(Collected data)
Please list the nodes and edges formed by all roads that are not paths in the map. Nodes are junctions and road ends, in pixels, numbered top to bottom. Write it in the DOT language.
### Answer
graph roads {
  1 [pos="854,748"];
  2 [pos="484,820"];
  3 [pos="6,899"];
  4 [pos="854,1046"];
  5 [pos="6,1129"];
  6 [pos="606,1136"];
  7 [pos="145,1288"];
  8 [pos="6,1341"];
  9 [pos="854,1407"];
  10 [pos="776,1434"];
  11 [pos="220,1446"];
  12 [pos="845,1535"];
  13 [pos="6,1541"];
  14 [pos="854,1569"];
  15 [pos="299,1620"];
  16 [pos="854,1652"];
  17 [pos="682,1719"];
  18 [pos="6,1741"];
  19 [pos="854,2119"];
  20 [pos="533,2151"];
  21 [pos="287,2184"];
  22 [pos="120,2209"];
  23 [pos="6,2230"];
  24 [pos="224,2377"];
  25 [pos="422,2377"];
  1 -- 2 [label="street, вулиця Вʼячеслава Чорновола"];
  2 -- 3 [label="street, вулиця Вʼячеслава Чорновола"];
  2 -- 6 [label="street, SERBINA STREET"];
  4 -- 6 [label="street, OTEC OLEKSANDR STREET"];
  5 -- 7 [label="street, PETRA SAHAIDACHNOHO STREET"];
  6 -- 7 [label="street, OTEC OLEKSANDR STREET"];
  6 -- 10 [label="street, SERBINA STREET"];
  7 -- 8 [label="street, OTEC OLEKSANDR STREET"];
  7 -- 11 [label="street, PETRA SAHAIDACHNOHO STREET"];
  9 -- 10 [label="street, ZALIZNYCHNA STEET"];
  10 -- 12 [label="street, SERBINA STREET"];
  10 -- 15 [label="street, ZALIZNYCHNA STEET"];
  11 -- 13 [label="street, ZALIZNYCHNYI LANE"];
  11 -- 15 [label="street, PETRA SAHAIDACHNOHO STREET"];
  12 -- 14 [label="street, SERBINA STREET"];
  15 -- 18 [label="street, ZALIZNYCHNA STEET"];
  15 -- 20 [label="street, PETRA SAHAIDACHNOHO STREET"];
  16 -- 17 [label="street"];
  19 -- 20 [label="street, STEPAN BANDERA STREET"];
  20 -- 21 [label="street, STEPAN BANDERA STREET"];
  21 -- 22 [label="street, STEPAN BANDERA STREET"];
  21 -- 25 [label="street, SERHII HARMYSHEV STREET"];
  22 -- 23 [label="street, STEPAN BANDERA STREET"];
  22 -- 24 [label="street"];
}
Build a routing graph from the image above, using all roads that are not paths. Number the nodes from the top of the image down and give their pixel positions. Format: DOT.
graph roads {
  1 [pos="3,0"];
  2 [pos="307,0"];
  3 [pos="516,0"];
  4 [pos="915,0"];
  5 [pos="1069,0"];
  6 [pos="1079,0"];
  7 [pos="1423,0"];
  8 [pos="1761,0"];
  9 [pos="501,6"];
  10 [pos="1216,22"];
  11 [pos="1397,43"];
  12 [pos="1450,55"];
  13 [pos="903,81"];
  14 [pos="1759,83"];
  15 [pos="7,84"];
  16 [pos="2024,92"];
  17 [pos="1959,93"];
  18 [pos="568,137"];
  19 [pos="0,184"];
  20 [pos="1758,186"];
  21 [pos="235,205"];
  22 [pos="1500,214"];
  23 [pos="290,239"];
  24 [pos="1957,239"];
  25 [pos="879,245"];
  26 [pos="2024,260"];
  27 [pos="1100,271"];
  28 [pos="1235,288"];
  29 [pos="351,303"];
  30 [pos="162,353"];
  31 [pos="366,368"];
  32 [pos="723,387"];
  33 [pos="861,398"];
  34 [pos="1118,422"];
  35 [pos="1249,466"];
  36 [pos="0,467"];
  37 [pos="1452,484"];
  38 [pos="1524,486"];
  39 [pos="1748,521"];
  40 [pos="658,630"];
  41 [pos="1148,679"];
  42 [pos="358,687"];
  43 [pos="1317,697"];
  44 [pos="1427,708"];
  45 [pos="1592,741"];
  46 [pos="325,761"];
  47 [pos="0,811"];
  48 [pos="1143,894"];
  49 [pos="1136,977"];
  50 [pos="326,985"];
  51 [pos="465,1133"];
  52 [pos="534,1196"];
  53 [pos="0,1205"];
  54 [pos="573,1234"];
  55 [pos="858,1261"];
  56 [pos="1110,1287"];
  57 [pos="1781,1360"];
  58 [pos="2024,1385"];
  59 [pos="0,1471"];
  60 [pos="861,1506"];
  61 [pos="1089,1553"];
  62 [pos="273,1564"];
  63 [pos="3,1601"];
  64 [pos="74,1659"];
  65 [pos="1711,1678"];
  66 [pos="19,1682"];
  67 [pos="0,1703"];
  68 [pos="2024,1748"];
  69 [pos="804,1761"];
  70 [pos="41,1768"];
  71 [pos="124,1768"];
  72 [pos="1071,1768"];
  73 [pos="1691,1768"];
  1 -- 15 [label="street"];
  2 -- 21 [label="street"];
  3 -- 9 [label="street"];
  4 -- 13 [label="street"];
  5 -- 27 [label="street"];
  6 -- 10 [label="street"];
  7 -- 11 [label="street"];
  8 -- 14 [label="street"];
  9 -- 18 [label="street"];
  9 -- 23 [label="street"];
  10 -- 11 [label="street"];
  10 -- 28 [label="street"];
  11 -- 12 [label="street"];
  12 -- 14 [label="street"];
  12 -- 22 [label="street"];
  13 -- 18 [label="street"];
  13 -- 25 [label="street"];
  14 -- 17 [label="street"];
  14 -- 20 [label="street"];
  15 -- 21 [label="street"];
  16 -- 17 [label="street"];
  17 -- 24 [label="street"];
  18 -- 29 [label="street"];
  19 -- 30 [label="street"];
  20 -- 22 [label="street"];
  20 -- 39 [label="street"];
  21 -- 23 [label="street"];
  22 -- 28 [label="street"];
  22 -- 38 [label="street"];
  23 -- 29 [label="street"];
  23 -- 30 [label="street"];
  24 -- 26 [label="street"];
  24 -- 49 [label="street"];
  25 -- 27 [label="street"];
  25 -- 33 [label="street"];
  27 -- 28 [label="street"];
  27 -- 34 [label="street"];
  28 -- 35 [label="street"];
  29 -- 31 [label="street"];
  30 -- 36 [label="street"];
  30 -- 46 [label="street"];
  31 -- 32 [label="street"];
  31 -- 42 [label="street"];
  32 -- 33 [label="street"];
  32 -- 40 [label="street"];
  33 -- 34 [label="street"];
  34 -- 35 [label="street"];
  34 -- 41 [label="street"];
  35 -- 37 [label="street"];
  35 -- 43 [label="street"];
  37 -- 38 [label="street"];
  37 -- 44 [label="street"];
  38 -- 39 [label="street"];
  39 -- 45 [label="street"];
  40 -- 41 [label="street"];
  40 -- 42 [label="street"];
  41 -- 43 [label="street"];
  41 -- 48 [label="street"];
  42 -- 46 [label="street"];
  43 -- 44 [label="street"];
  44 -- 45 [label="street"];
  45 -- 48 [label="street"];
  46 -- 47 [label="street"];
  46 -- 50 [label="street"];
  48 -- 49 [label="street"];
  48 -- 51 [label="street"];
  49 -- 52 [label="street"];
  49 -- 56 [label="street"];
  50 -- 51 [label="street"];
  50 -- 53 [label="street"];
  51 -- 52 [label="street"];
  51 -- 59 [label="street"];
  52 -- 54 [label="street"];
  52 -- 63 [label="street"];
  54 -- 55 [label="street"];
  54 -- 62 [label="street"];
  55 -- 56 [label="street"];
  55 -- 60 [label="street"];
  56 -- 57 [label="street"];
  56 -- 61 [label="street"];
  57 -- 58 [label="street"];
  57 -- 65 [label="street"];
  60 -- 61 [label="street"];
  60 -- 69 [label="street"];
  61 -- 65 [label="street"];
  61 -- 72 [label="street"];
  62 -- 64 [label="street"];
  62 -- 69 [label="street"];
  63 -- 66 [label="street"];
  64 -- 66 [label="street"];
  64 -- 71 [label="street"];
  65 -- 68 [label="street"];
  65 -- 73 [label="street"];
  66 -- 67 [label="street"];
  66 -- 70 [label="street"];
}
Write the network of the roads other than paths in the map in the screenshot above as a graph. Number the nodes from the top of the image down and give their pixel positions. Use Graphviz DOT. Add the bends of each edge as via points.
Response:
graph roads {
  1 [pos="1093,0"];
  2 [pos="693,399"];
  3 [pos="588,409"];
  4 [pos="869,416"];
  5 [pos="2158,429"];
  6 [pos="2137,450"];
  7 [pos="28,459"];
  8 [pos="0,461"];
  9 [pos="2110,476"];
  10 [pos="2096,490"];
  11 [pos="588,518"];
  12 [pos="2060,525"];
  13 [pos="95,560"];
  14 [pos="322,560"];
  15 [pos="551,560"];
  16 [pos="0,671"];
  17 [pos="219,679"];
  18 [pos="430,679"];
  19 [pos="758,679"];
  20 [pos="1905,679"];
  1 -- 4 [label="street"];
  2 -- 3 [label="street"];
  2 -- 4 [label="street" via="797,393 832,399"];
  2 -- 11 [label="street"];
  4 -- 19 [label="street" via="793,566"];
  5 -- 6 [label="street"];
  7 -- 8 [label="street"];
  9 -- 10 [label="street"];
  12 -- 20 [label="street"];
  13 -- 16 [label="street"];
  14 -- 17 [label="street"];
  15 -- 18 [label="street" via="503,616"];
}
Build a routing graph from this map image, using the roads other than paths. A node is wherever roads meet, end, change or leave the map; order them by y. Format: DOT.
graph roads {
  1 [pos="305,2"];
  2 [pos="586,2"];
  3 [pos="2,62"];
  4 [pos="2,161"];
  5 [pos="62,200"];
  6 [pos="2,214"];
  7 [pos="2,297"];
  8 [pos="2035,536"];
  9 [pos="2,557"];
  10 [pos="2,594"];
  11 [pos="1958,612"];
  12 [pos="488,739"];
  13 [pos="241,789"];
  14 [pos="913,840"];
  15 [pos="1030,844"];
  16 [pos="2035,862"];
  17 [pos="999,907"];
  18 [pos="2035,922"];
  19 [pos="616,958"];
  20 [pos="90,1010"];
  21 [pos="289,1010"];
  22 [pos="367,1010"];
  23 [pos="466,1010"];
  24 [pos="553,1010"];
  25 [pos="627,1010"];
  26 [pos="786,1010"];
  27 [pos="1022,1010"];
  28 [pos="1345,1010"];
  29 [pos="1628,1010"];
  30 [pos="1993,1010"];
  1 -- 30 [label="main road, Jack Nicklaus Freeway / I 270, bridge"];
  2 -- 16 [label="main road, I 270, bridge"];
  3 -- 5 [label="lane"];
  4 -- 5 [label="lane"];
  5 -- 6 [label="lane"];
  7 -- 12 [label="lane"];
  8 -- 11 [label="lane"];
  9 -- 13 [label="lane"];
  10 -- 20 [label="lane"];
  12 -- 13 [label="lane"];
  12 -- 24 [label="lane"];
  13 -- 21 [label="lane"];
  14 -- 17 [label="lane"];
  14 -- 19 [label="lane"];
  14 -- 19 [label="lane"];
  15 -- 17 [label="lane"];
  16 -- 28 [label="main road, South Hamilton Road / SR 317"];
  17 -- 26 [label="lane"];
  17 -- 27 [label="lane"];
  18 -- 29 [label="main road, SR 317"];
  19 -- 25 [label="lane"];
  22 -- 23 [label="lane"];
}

Brief. The answer must be every line of the data that contains the word "nodes".

Expected output.
Please list the nodes and edges formed by all roads that are not paths in the map. Nodes are junctions and road ends, in pixels, numbered top to bottom. Write it in the DOT language.
Build a routing graph from the image above, using all roads that are not paths. Number the nodes from the top of the image down and give their pixel positions. Format: DOT.
Write the network of the roads other than paths in the map in the screenshot above as a graph. Number the nodes from the top of the image down and give their pixel positions. Use Graphviz DOT. Add the bends of each edge as via points.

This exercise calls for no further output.